What the model sees, what it predicts
Our input is ten minutes of resting-state ECoG — the patient is not doing anything, just lying in bed on the epilepsy monitoring unit. For each electrode, we compute a bundle of signals: spectral power in six bands, several measures of local connectivity (coherence, directed transfer function) to the rest of the grid, and a small handful of anatomical covariates (MNI coordinates, distance to superior temporal sulcus, etc.).
The output is a single probability per electrode: given the stimulation currents used in this patient, what is the probability that stimulating this electrode will arrest speech?
The asymmetry of errors
The single most important design decision in this paper was not the model. It was the loss.
A naïve accuracy objective treats false positives and false negatives symmetrically. In this domain they are not symmetric. A false negative is an eloquent electrode the model says is safe, that the surgeon now tests last or skips entirely, and the patient wakes up with a speech deficit. A false positive is a safe electrode the model says is eloquent, that the surgeon tests first, finds to be safe, and moves on from; cost ≈ two minutes of OR time.
False negatives cost language. False positives cost seconds. The loss must know this. Ours does.
The right metric here is not ROC-AUC, and certainly not accuracy. It is the fraction of eloquent sites captured by the top-k highest-probability sites, for a k a surgeon can realistically test. Everything we optimised was downstream of that metric.
Features that surprised us
We did the usual: trained an XGBoost baseline, a small MLP, a graph neural network that uses the electrode-to-electrode connectivity graph. The GNN won, by a little, and was the one we deployed. But the feature-importance analysis produced three non-trivial findings.
High-gamma power at rest is predictive. Eloquent sites are, on average, more active at rest. Not surprising in hindsight. Surprising that it was quite this informative — nearly as useful on its own as the entire connectivity feature family.

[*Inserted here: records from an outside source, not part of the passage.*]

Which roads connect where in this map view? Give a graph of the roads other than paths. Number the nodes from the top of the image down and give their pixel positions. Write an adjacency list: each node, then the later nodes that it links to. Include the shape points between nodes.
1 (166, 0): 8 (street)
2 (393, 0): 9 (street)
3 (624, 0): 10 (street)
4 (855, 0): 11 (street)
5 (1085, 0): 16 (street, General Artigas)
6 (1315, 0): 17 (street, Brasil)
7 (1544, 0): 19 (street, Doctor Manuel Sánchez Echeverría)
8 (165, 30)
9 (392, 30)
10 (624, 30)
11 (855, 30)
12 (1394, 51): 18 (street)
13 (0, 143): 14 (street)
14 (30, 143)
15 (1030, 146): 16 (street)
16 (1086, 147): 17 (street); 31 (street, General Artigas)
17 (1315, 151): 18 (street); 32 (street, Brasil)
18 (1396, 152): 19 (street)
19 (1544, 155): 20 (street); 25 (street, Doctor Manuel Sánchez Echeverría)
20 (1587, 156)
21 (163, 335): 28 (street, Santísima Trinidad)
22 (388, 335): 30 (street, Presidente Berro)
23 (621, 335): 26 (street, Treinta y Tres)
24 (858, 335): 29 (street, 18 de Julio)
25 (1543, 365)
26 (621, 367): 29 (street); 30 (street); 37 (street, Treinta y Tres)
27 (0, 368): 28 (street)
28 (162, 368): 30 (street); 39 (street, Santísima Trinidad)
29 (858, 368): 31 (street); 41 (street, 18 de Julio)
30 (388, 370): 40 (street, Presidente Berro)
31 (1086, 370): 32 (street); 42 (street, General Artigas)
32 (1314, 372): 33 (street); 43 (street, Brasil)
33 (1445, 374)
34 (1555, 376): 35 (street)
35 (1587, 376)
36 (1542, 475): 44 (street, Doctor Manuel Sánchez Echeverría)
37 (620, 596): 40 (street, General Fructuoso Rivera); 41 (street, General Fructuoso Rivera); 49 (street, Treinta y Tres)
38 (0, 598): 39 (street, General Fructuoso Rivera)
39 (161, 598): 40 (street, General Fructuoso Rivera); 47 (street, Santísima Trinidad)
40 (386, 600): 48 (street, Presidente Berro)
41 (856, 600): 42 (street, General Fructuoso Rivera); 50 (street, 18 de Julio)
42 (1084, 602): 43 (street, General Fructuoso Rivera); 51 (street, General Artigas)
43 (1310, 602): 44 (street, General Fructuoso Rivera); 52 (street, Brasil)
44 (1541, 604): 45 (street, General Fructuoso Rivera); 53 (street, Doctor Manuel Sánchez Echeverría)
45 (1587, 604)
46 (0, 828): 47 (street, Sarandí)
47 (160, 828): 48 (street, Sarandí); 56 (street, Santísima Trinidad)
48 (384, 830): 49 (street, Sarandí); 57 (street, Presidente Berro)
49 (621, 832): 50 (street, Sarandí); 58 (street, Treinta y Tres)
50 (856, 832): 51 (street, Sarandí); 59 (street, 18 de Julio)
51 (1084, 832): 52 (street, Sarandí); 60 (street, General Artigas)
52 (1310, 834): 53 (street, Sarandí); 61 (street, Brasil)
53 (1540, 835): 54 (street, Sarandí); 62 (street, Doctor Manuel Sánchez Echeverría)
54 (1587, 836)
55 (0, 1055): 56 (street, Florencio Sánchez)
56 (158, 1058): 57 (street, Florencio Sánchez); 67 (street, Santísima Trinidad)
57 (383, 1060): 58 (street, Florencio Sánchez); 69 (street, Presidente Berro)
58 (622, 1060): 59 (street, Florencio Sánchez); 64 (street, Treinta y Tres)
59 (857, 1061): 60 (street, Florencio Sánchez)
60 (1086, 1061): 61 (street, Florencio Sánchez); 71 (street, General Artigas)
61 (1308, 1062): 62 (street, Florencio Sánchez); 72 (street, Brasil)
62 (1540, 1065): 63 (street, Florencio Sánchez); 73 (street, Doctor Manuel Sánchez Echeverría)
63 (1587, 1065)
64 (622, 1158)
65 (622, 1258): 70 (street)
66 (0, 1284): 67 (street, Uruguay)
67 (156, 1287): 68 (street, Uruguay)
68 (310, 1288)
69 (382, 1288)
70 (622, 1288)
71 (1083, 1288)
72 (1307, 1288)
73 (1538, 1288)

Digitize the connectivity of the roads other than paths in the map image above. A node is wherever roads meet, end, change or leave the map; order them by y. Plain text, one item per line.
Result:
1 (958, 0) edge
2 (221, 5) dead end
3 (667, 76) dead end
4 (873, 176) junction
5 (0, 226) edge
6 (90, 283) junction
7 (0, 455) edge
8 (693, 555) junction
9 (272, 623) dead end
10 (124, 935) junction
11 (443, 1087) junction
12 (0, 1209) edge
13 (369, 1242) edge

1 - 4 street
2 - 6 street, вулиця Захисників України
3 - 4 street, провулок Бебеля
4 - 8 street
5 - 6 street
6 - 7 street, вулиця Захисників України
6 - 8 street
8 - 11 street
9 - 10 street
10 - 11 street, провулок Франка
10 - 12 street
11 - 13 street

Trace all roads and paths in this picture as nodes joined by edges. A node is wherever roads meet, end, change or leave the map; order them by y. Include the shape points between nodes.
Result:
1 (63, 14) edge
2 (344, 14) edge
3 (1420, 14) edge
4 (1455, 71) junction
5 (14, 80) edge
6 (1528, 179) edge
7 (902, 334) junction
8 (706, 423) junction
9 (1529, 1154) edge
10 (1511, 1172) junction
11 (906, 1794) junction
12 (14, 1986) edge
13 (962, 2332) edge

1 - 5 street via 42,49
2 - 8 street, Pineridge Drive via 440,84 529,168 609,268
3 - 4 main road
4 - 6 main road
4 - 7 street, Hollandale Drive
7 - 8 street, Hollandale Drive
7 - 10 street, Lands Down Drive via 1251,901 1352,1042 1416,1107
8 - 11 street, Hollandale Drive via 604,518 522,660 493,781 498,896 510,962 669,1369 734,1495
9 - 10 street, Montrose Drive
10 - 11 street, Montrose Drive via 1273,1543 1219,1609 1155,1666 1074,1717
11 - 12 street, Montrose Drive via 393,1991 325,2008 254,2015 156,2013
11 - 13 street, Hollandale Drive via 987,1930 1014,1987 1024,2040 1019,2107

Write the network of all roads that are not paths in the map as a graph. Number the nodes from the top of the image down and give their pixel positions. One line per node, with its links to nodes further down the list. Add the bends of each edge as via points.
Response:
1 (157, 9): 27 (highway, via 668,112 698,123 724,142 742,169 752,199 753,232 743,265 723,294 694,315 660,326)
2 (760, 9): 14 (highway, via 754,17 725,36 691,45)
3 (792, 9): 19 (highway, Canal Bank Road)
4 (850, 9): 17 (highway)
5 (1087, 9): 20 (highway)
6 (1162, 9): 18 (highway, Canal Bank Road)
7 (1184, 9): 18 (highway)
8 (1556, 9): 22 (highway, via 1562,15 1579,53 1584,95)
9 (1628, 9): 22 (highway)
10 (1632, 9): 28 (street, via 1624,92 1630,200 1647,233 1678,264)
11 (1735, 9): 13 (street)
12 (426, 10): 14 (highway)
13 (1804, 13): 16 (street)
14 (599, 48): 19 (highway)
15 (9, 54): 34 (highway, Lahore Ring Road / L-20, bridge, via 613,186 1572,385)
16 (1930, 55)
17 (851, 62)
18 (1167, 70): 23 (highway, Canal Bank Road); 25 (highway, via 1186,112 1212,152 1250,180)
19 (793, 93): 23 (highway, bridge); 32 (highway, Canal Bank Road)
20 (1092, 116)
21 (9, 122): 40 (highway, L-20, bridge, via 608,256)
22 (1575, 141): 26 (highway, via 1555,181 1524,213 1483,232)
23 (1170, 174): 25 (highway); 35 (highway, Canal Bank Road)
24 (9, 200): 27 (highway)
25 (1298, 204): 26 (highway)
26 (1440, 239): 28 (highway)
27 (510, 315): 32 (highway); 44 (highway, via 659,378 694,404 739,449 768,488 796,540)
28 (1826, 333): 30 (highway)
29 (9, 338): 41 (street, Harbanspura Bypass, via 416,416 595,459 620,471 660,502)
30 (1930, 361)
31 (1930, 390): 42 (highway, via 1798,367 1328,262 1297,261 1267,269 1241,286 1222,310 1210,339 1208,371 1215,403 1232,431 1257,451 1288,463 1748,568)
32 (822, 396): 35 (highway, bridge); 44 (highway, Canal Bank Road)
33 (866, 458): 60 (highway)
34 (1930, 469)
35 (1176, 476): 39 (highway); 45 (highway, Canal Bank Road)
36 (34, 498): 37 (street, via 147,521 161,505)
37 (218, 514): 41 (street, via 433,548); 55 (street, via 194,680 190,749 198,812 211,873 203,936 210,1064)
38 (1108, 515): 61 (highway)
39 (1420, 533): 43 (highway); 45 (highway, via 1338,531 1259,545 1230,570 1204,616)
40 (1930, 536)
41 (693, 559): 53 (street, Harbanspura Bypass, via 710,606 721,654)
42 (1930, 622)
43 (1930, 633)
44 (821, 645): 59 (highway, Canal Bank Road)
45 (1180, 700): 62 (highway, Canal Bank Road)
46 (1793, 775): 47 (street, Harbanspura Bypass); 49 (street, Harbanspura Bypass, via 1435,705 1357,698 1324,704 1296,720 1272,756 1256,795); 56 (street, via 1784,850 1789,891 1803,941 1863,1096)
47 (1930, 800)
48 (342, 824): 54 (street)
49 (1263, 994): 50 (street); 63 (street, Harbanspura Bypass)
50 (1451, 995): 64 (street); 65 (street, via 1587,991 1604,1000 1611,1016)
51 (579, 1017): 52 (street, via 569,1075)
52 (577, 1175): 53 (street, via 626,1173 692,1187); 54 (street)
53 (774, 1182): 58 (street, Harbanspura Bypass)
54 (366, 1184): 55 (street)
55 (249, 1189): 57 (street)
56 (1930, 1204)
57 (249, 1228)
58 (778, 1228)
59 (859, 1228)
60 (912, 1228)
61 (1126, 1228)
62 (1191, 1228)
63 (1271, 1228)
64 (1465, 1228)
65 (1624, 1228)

Functional connectivity to STG matters more than distance. Anatomical distance to the classical language regions is weakly predictive. Functional connectivity to STG — how much resting activity the electrode shares with the superior temporal gyrus — is strongly predictive. This matches the distributed-processing story from our PNAS paper: eloquence travels along functional networks, not just geometric neighbourhoods.
The model is robust to subject variability. Trained on 30 subjects, tested on 10 unseen, the AUC dropped from 0.89 (within-sample) to 0.87 (held-out). This is small enough to be clinically tolerable. I would have forgiven a much larger drop given the heterogeneity of the patient population.
The deployment question
We have not deployed this model in a clinical decision-support role. The paper is a research artefact. Real deployment would require a trial, a regulatory pathway, a careful study of what happens when a surgeon's priors are explicitly modified by a machine's priors, and — the thing nobody in ML wants to talk about — a whole workflow for the cases where the model is wrong in the direction that costs the patient something.
I think that trial will happen in the next three years, with a version of this model that is not ours. That is fine. If the paper moves the pre-surgical-planning workflow from "guess what order to test electrodes in" to "consult a probabilistic prior, test in priority order, reclaim 30% of the OR slot," it has done its job even if it never becomes a product.
A personal aside
Working on this project taught me a thing I should have known earlier: ML for clinical settings is not ML for research settings scaled down. The metrics are different. The deployment pressures are different. The acceptable failure modes are different. The "gold standard" you are trying to beat is a human expert doing a procedure whose definition is itself evolving. You have to take the expert seriously, and you also have to take seriously the question of what the expert would do with a tool like this if it existed. That is a different kind of modeling problem, and it lives above the loss function, not inside it.